Direct injection expanded foam molding

Direct injection expanded foam molding (also known as injection molded foam) is a foam manufacturing process that creates soft foam products direct from compound into a final product. This process eliminates the steps required for die-cutting and compression molding, as it manufactures the foam and the product simultaneously.

The base resin used in a complex formula, is an ethylene based polyolefin elastomer (like polyethylene and EVA). Foam manufactured with these resins has many physical benefits. Unlike a sponge, foams from this process are closed-cell, meaning it's waterproof and resists mold, mildew and bacteria from entering the material.

It is also cross-linked, which means that the cells are connected in a way that makes the foam strong and durable with high tear and tensile strength.

All polyolefin elastomers are also resistant to most chemicals, which allow the products to not only be used in a chemical environment, but also very cleanable with most household cleaners.

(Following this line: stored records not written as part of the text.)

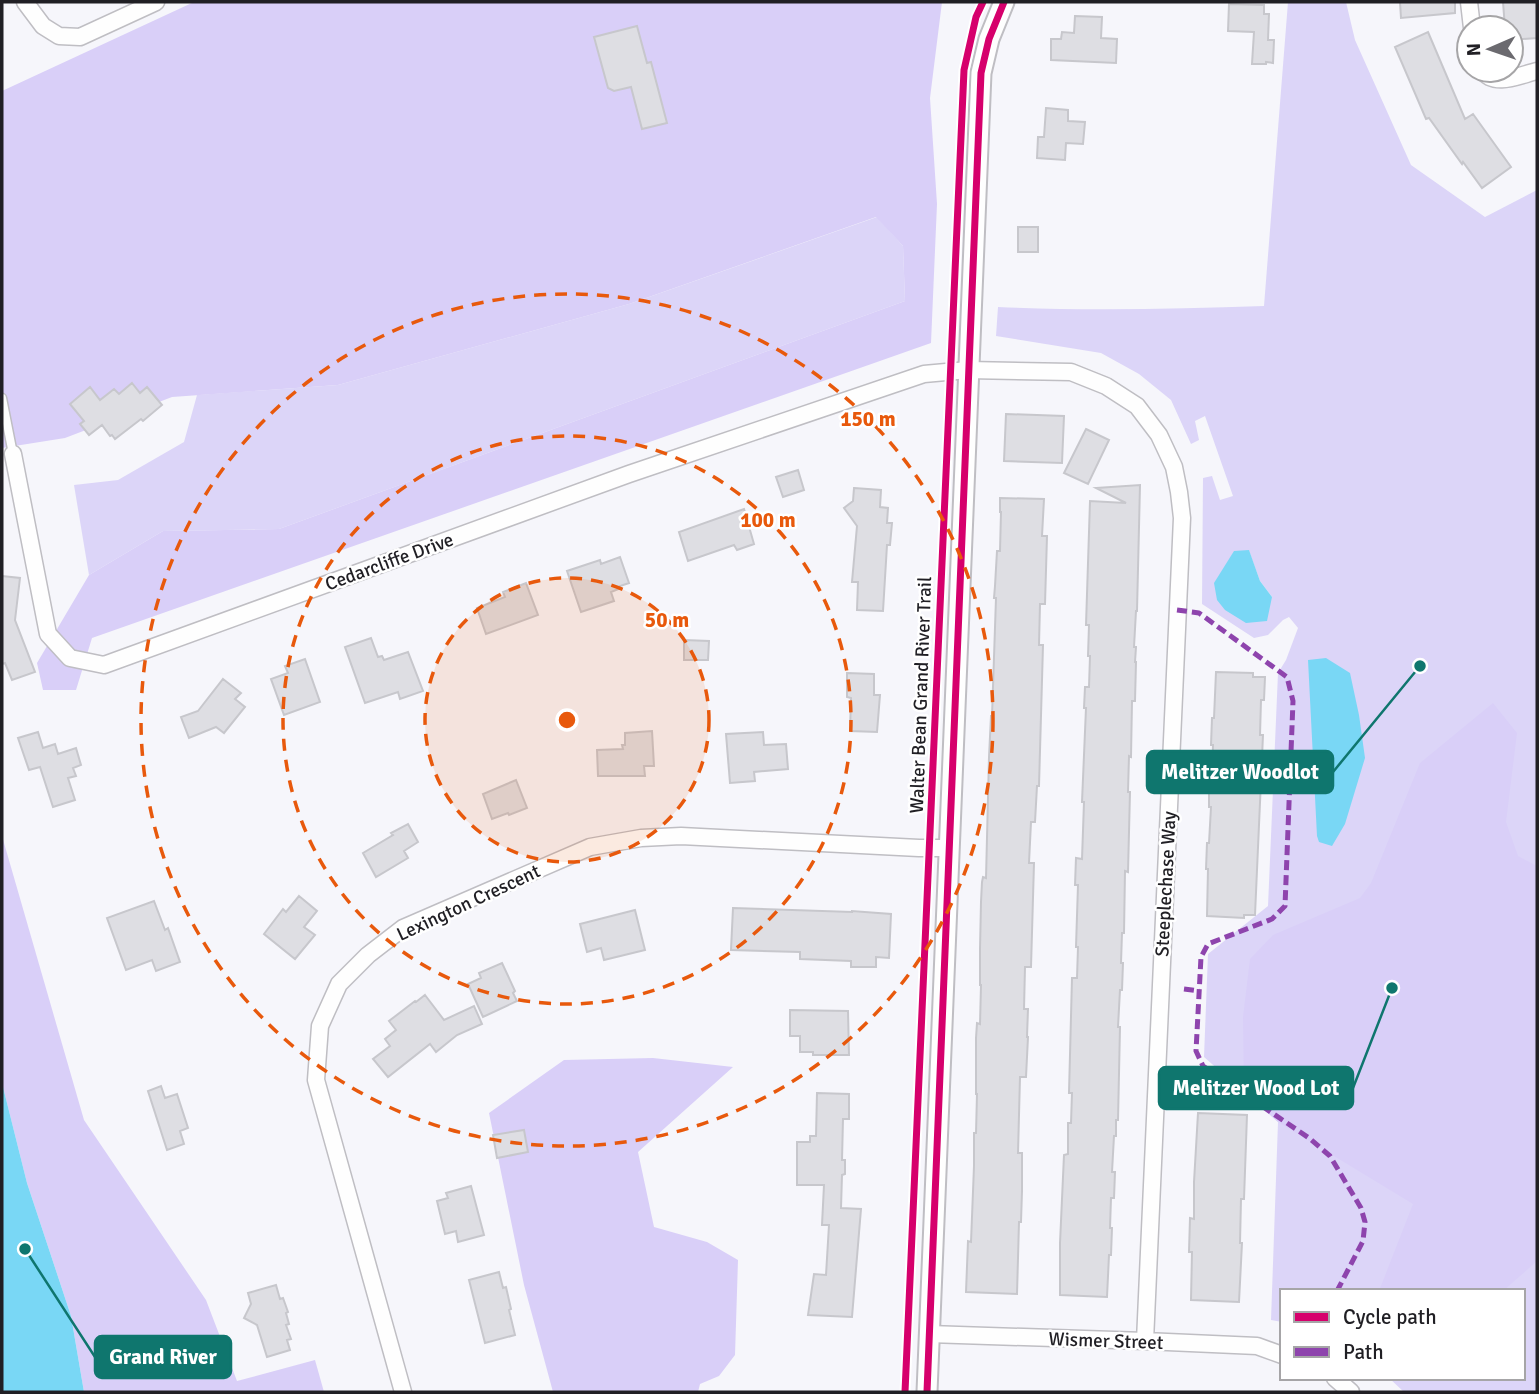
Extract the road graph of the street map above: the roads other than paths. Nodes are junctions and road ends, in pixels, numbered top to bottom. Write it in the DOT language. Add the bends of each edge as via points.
graph roads {
  1 [pos="25,2"];
  2 [pos="156,2"];
  3 [pos="1004,2"];
  4 [pos="968,370"];
  5 [pos="2,398"];
  6 [pos="13,454"];
  7 [pos="950,848"];
  8 [pos="929,1334"];
  9 [pos="1144,1341"];
  10 [pos="1280,1354"];
  11 [pos="1337,1380"];
  12 [pos="403,1392"];
  13 [pos="927,1392"];
  14 [pos="1351,1392"];
  1 -- 2 [label="street" via="43,26 59,36 80,37"];
  3 -- 4 [label="street" via="981,73"];
  4 -- 6 [label="street, Cedarcliffe Drive" via="924,374 654,465 104,665 69,658 48,634"];
  4 -- 7 [label="street"];
  4 -- 9 [label="street, Steeplechase Way" via="1071,372 1107,386 1137,406 1159,435 1174,467 1179,492 1182,518"];
  5 -- 6 [label="lane, Cedarcliffe Drive"];
  7 -- 8 [label="street"];
  7 -- 12 [label="street, Lexington Crescent" via="681,836 590,847 403,928 368,955 340,984 320,1026 316,1080"];
  8 -- 9 [label="street, Wismer Street"];
  8 -- 13 [label="street"];
  9 -- 10 [label="street, Wismer Street" via="1257,1346"];
  11 -- 14 [label="street"];
}
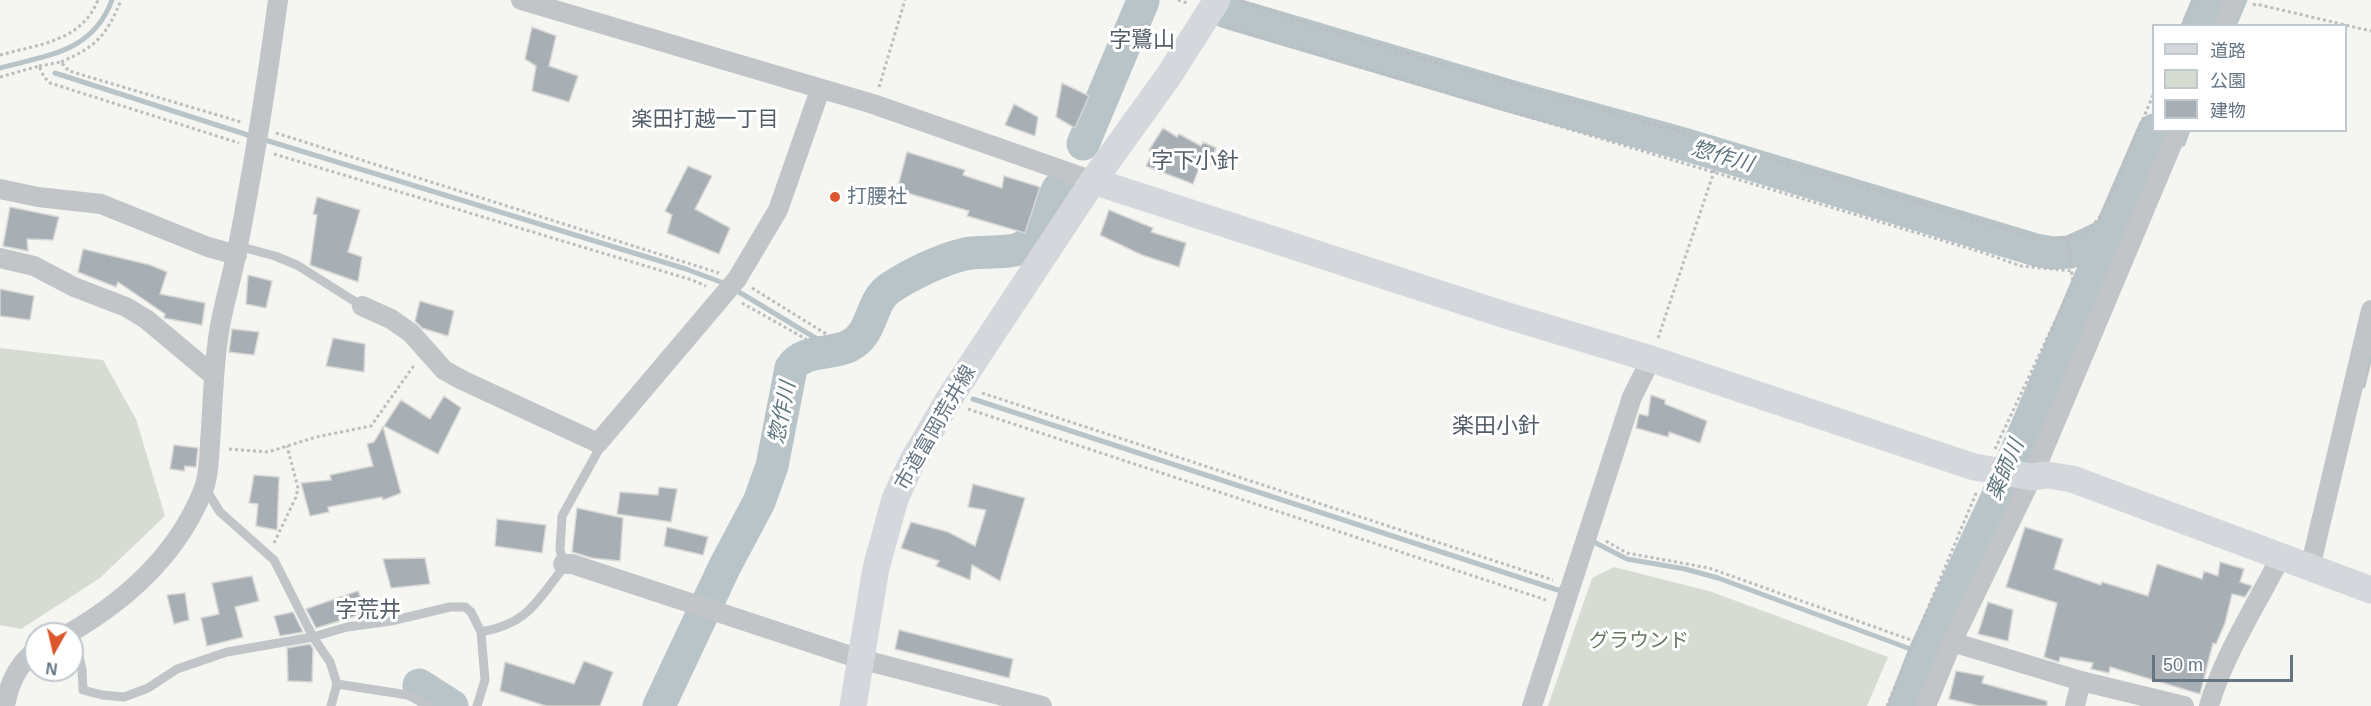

The process itself is known to be very interesting, because the injected compound is not foam, until an endothermic reaction in a hot mold activates the blowing agents, resulting in an expanded foam part. This requires the mold cavity size to be smaller than the final part. The actual known expansion is created within the formula, so that when the part "self-ejects" from the mold at the end of the cycle, it grows to the required part size.[1]

The cavity for a tire is considerably smaller than the final tire size. This process is valuable for any foam product that needs to have lots of detail. It needs to be very durable.